The Post That’s Haunted Me

Since originally posting this four years ago, I have heard, on a weekly basis, “Teens take time,” as my daughter saunters to the dinner table about four or five minutes after I’ve called her.  Thus, the change to the title of this blog post.  

Teens Take Time

My oldest daughter is 14, so I was especially interested in the conversation some of our older girl campers were having when I drove them to Shaver a few days ago. I overheard one camper say, “My mom loves me but doesn’t like me.” We ended up having a good group conversation about parent and teenager relationships. I think everyone (parents and kids alike) know that the teen years can be a challenging time.  I shared with the girls some insight I learned at a parenting class about teens.

She’s worth waiting for.
Often, as parents, we expect immediate compliance from our simple requests, and view our kids as being defiant if we don’t get an immediate response. A typical example is calling kids to dinner. We say, “Time for dinner!” and expect everyone to come to the table immediately. If we took out a stopwatch, most likely, after one minute (60 seconds) we would already be feeling irritated that the family has not convened.   Many of us would be yelling a second request and feeling that our kids were not obeying us.  What happens when we give our kids a little more time to make transitions?

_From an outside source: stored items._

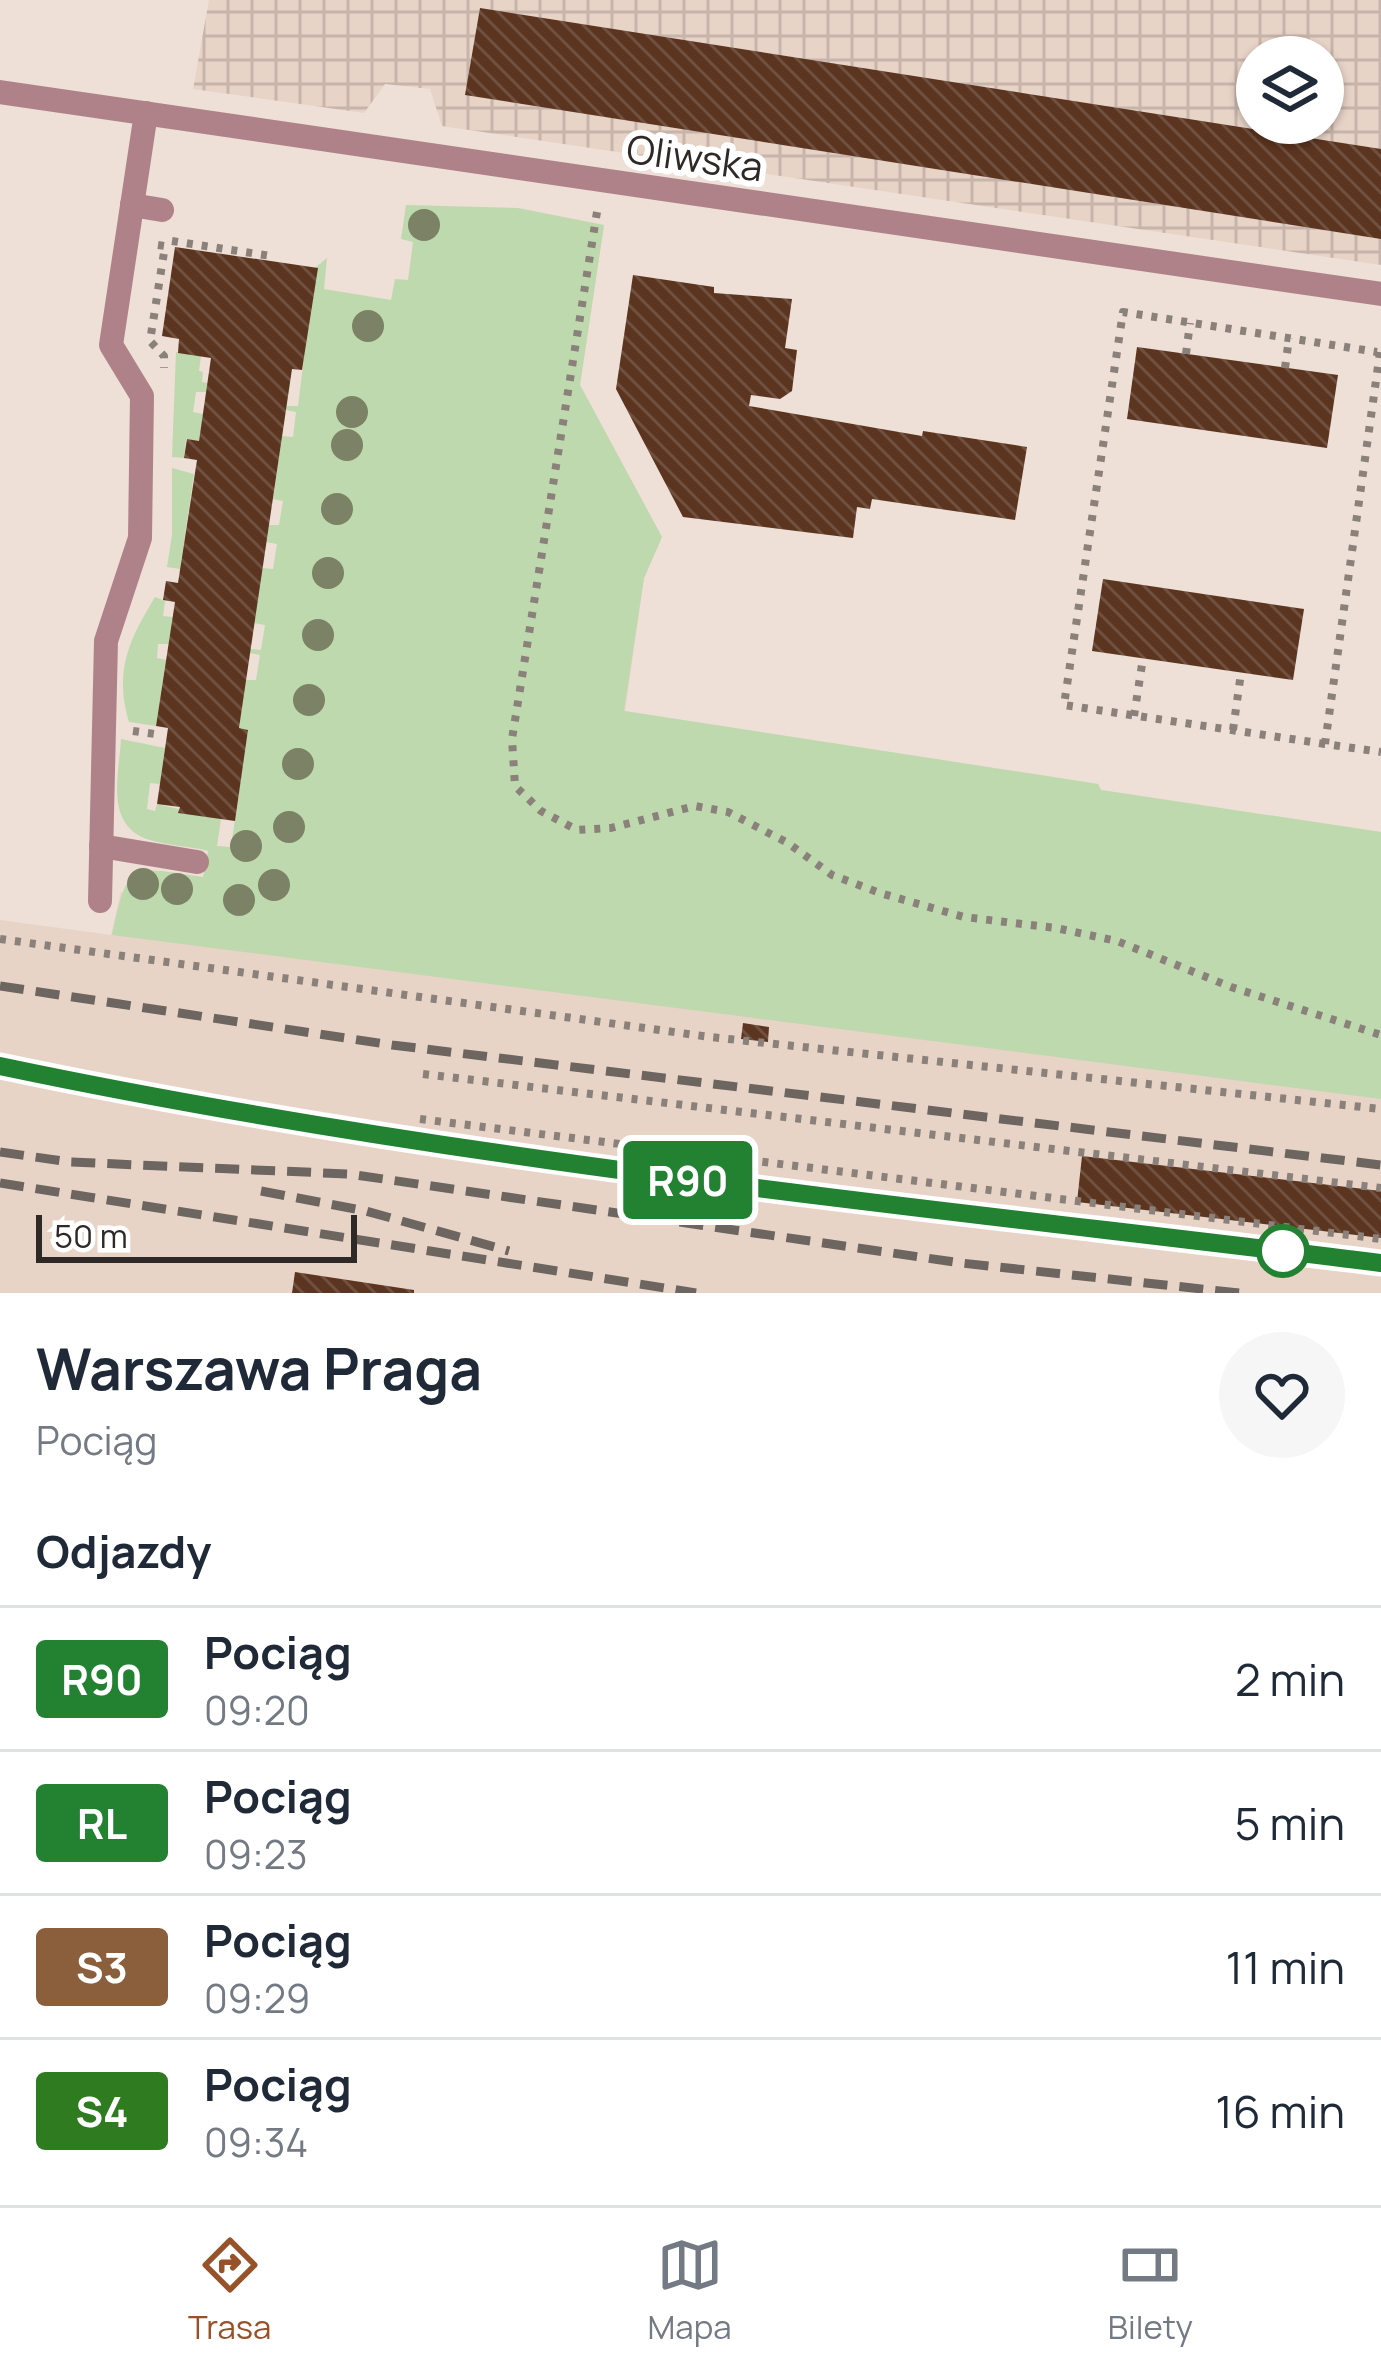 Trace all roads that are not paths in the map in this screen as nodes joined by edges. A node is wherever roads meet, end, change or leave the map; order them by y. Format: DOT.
graph roads {
  1 [pos="0,92"];
  2 [pos="146,113"];
  3 [pos="132,206"];
  4 [pos="161,210"];
  5 [pos="1381,294"];
  6 [pos="101,846"];
  7 [pos="196,862"];
  8 [pos="100,901"];
  1 -- 2 [label="street, Oliwska"];
  2 -- 3 [label="street"];
  2 -- 5 [label="street, Oliwska"];
  3 -- 4 [label="street"];
  3 -- 6 [label="street"];
  6 -- 7 [label="street"];
  6 -- 8 [label="street"];
}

Teenagers, I learned, need time to shift from one activity to the next. We don’t think about transitions as much with older kids as we do with our younger ones.  Little kids, we know, need ten and five minute warnings before making a change and moving on to the next activity.  We expect our older kids to be able to immediately comply with our requests and sometimes become irritated when they don’t. If you make a request, try giving your teen 3-5 minutes to comply without getting irritated with them. They may need that time to finish up what they’re doing and shift gears so that they are ready to move on to the next task. They may be finishing up a page of homework or an email to a friend (side note:  that shows the four years ago dating of this post — no teen uses email anymore).  For them, they need to have closure on the task before they’re ready to move on to the next in a pleasant mood.

I tried being more patient after requests in my home this spring. Rather than repeating requests, I gave my dinner call five minutes early and didn’t repeat it. Everyone showed up, eventually, and I didn’t waste my breath on repeated requests. The teen took the longest. Although it seemed like a long time, in reality it only took 2-3 minutes for the group to come together.

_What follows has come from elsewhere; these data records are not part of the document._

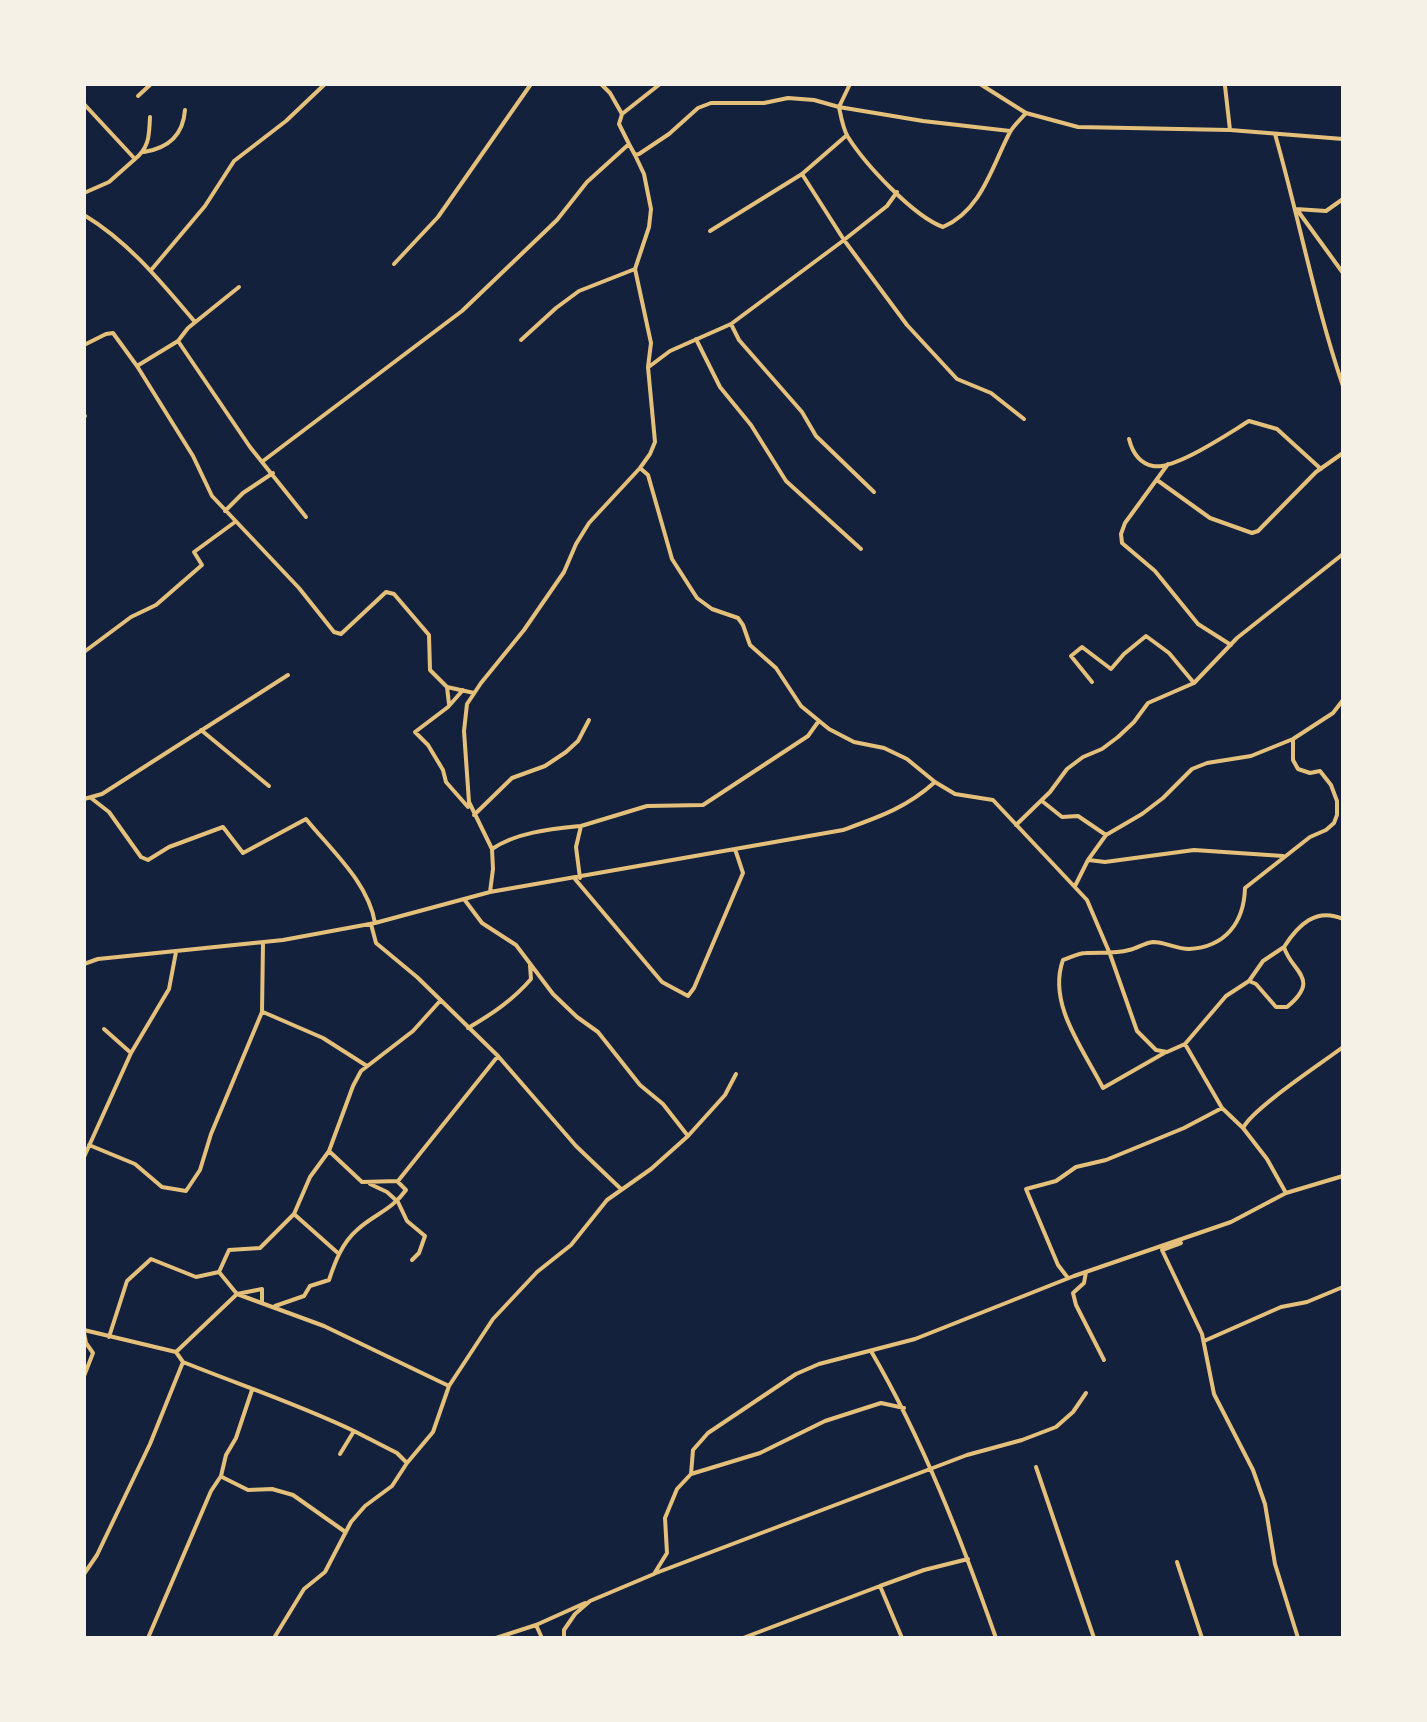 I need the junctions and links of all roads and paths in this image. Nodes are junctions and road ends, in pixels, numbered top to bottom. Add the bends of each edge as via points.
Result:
1 (151, 84) edge
2 (325, 84) edge
3 (531, 84) edge
4 (601, 84) edge
5 (660, 84) edge
6 (850, 84) edge
7 (980, 84) edge
8 (1225, 86) dead end
9 (138, 96) dead end
10 (84, 104) edge
11 (839, 107) junction
12 (185, 110) dead end
13 (1026, 113) junction
14 (622, 114) junction
15 (150, 117) dead end
16 (1230, 130) junction
17 (1010, 131) junction
18 (1275, 134) junction
19 (847, 135) junction
20 (1343, 139) edge
21 (629, 144) junction
22 (144, 152) junction
23 (635, 155) junction
24 (135, 159) junction
25 (802, 174) junction
26 (897, 192) junction
27 (84, 193) edge
28 (1343, 199) edge
29 (1296, 209) junction
30 (84, 215) edge
31 (710, 231) dead end
32 (844, 240) junction
33 (394, 264) dead end
34 (152, 269) junction
35 (635, 269) junction
36 (1343, 273) edge
37 (239, 287) dead end
38 (195, 322) junction
39 (731, 324) junction
40 (696, 339) junction
41 (521, 340) dead end
42 (178, 341) junction
43 (84, 345) edge
44 (137, 366) junction
45 (648, 367) junction
46 (1343, 386) edge
47 (1024, 419) dead end
48 (1129, 439) dead end
49 (1343, 453) edge
50 (263, 461) junction
51 (1168, 464) junction
52 (640, 468) junction
53 (1321, 469) junction
54 (273, 473) junction
55 (1157, 480) junction
56 (874, 492) dead end
57 (225, 511) junction
58 (306, 517) dead end
59 (235, 522) junction
60 (861, 549) dead end
61 (1343, 554) edge
62 (1231, 645) junction
63 (84, 652) edge
64 (288, 675) dead end
65 (1092, 682) dead end
66 (1194, 683) junction
67 (447, 687) junction
68 (463, 690) junction
69 (474, 693) junction
70 (1343, 700) edge
71 (449, 705) junction
72 (589, 720) dead end
73 (818, 722) junction
74 (201, 730) junction
75 (1293, 739) junction
76 (935, 782) junction
77 (269, 786) dead end
78 (91, 798) junction
79 (84, 799) edge
80 (1042, 801) junction
81 (471, 810) junction
82 (474, 815) junction
83 (581, 826) junction
84 (1016, 826) junction
85 (1106, 835) junction
86 (492, 849) junction
87 (735, 849) junction
88 (1285, 856) junction
89 (1088, 860) junction
90 (577, 878) junction
91 (1075, 886) junction
92 (490, 892) junction
93 (463, 898) junction
94 (1343, 919) edge
95 (373, 923) junction
96 (263, 943) junction
97 (1284, 947) junction
98 (176, 952) junction
99 (1110, 954) junction
100 (529, 962) junction
101 (84, 964) edge
102 (1249, 981) junction
103 (440, 1001) junction
104 (262, 1012) junction
105 (468, 1028) junction
106 (104, 1029) dead end
107 (1185, 1044) junction
108 (1343, 1047) edge
109 (1167, 1052) junction
110 (131, 1053) junction
111 (498, 1056) junction
112 (367, 1066) junction
113 (736, 1074) dead end
114 (1222, 1108) junction
115 (1243, 1128) junction
116 (688, 1136) junction
117 (89, 1145) junction
118 (329, 1151) junction
119 (84, 1157) edge
120 (1343, 1176) edge
121 (398, 1181) junction
122 (367, 1182) junction
123 (621, 1189) junction
124 (1286, 1193) junction
125 (398, 1202) junction
126 (294, 1214) junction
127 (1231, 1222) junction
128 (339, 1254) junction
129 (412, 1260) dead end
130 (219, 1272) junction
131 (1086, 1272) junction
132 (1068, 1278) junction
133 (1343, 1287) edge
134 (237, 1294) junction
135 (262, 1303) junction
136 (273, 1307) junction
137 (84, 1331) edge
138 (109, 1337) junction
139 (1203, 1342) junction
140 (870, 1350) junction
141 (176, 1352) junction
142 (1104, 1360) dead end
143 (183, 1362) junction
144 (84, 1376) edge
145 (449, 1386) junction
146 (252, 1390) junction
147 (1086, 1393) dead end
148 (904, 1408) junction
149 (354, 1431) junction
150 (340, 1454) dead end
151 (407, 1463) junction
152 (1036, 1467) dead end
153 (931, 1468) junction
154 (691, 1474) junction
155 (221, 1476) junction
156 (344, 1531) junction
157 (968, 1559) junction
158 (1177, 1562) dead end
159 (84, 1574) edge
160 (654, 1574) junction
161 (880, 1586) junction
162 (590, 1601) junction
163 (536, 1625) junction
164 (148, 1638) edge
165 (274, 1638) edge
166 (496, 1638) edge
167 (542, 1638) edge
168 (564, 1638) edge
169 (743, 1638) edge
170 (902, 1638) edge
171 (996, 1638) edge
172 (1094, 1638) edge
173 (1202, 1638) edge
174 (1298, 1638) edge

1 - 9 street
2 - 34 street via 234,161 218,189
3 - 33 street via 438,217
4 - 14 street
5 - 14 street
6 - 11 street
7 - 13 street
8 - 16 street
10 - 24 street
11 - 17 street
11 - 19 street
11 - 23 street via 788,98 711,103
12 - 22 street via 177,135 158,150
13 - 16 street via 1078,127
13 - 17 street
14 - 21 street via 619,124
15 - 22 street
16 - 18 street
17 - 26 street via 983,188 954,222 943,227 931,223
18 - 20 street
18 - 29 street
19 - 25 street
19 - 26 street
21 - 23 street
21 - 50 street via 462,311
22 - 24 street
23 - 35 street via 651,209
24 - 27 street via 109,182
25 - 31 street
25 - 32 street
26 - 32 street
28 - 29 street via 1326,211
29 - 36 street
29 - 46 street
30 - 34 street via 110,230
32 - 39 street
32 - 47 street via 907,325 957,379 980,387
34 - 38 street
35 - 41 street via 579,291
35 - 45 street via 651,343
37 - 38 street
38 - 42 street
39 - 40 street
39 - 56 street via 816,436
40 - 45 street
40 - 60 street via 720,387 786,481
42 - 44 street
42 - 50 street
43 - 44 street via 113,333
44 - 57 street
45 - 52 street via 655,442
48 - 51 street via 1139,459 1152,466
49 - 53 street
50 - 54 street
51 - 53 street via 1249,421 1277,429
51 - 55 street
52 - 69 street via 589,523 556,583
52 - 73 street via 648,475 672,559 697,598 738,618 750,645 776,668
53 - 55 street via 1252,533 1210,518
54 - 57 street
54 - 58 street
55 - 62 street via 1125,523 1122,543 1155,571 1198,624
57 - 59 street
59 - 63 street via 194,552 202,565 156,605
59 - 67 street via 334,632 341,634 386,592 394,594 429,635 430,670
61 - 62 street
62 - 66 street
64 - 74 street
65 - 66 street via 1071,656 1082,647 1111,669 1146,636
66 - 80 street via 1148,703 1118,737 1067,769
67 - 68 street
67 - 71 street
68 - 69 street
68 - 71 street
69 - 81 street via 464,722
70 - 75 street via 1333,713
71 - 81 street via 415,732
72 - 82 street via 566,752 512,778
73 - 76 street via 854,742 907,759
73 - 83 street via 808,736 703,805 647,806
74 - 77 street
74 - 78 street
75 - 85 street via 1251,756 1192,769 1163,798
75 - 88 street via 1298,769 1320,771 1331,785 1337,815 1326,830
76 - 84 street via 955,794 993,800
76 - 87 street via 893,812 843,830
78 - 79 street
78 - 95 street via 148,860 223,827 243,853 306,819 360,885 373,908
80 - 84 street
80 - 85 street via 1062,817 1078,816
81 - 82 street
82 - 86 street
83 - 86 street via 548,830
83 - 90 street
84 - 91 street
85 - 89 street
86 - 92 street
87 - 90 street
87 - 90 street via 743,873 688,996 662,982
88 - 89 street via 1194,850
88 - 99 street via 1245,888 1240,919 1221,939 1190,949 1146,943
89 - 91 street
90 - 92 street
91 - 99 street via 1087,900
92 - 93 street
93 - 95 street
93 - 100 street via 482,923 516,945
94 - 97 street via 1313,916
95 - 96 street
95 - 103 street via 376,943
96 - 98 street
96 - 104 street
97 - 102 street via 1263,961
97 - 102 street via 1303,984 1293,1002 1276,1007
98 - 101 street
98 - 110 street via 169,989
99 - 109 street via 1137,1031 1156,1050
99 - 109 street via 1083,953 1063,960 1058,974 1062,1009 1103,1088
100 - 105 street via 531,979 523,989
100 - 116 street
102 - 107 street via 1226,996
103 - 105 street
103 - 112 street via 413,1031
104 - 112 street via 323,1038
104 - 117 street via 200,1170 186,1191 162,1187 135,1164
105 - 111 street
106 - 110 street
107 - 109 street
107 - 114 street
108 - 115 street
110 - 117 street
111 - 121 street
111 - 123 street
112 - 118 street via 353,1086
113 - 116 street via 725,1095
114 - 115 street
114 - 132 street via 1106,1160 1076,1167 1056,1181 1026,1189
115 - 124 street
116 - 123 street
117 - 119 street
118 - 122 street
118 - 126 street
120 - 124 street
121 - 122 street
121 - 125 street via 406,1190
122 - 125 street
123 - 145 street via 493,1319
124 - 127 street
125 - 128 street via 356,1230
125 - 129 street via 407,1221 425,1236
126 - 128 street
126 - 130 street via 260,1248 229,1250
127 - 131 street
127 - 139 street via 1162,1250
128 - 136 street via 329,1280
130 - 134 street
130 - 138 street via 196,1277 151,1259 127,1281
131 - 132 street
131 - 142 street via 1084,1283 1073,1293
132 - 140 street via 915,1339
133 - 139 street via 1281,1307
134 - 135 street
134 - 135 street via 262,1289
134 - 141 street
135 - 136 street
136 - 145 street
137 - 138 street
137 - 144 street via 93,1353
138 - 141 street
139 - 174 street via 1214,1394 1265,1504 1275,1564
140 - 148 street
140 - 154 street via 805,1370 708,1433 693,1450
141 - 143 street
143 - 146 street
143 - 159 street via 150,1444
145 - 151 street via 433,1432
146 - 149 street via 301,1405
146 - 155 street
147 - 153 street via 1056,1427
148 - 153 street
148 - 154 street via 881,1403 825,1421 760,1453
149 - 150 street
149 - 151 street
151 - 156 street via 392,1486
152 - 172 street
153 - 157 street
153 - 160 street
154 - 160 street via 677,1489 665,1518 667,1553
155 - 156 street via 248,1490 293,1495
155 - 164 street
156 - 165 street via 325,1572 304,1589
157 - 161 street
157 - 171 street
158 - 173 street
160 - 162 street
161 - 169 street
161 - 170 street
162 - 163 street
162 - 168 street via 564,1630
163 - 166 street
163 - 167 street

I wonder how much energy we could save as parents if we gave our kids a bit more time (or an earlier warning). This simple change won’t save parents from all the strife involved in parenting teens, but I think it can take some of the day-to-day stress out of our family lives. Our kids know that we love them, but I think they want to feel liked as well.  They probably get the impression that we don’t like them when we seem irritated or upset with them.  So, try giving your teen a little more time to comply with requests. They are not always trying to be defiant. Sometimes, they just need a few extra minutes.

Written July, 2008


I'm blessed to have five great kids (ages 12-22) call me “Mom.” As a summer camp director for the past 30 years, I've also had the privilege of working with thousands of kids, college-age counselors, and parents. I follow the latest research and trends on parenting, education, and children’s development and love to share what I learn!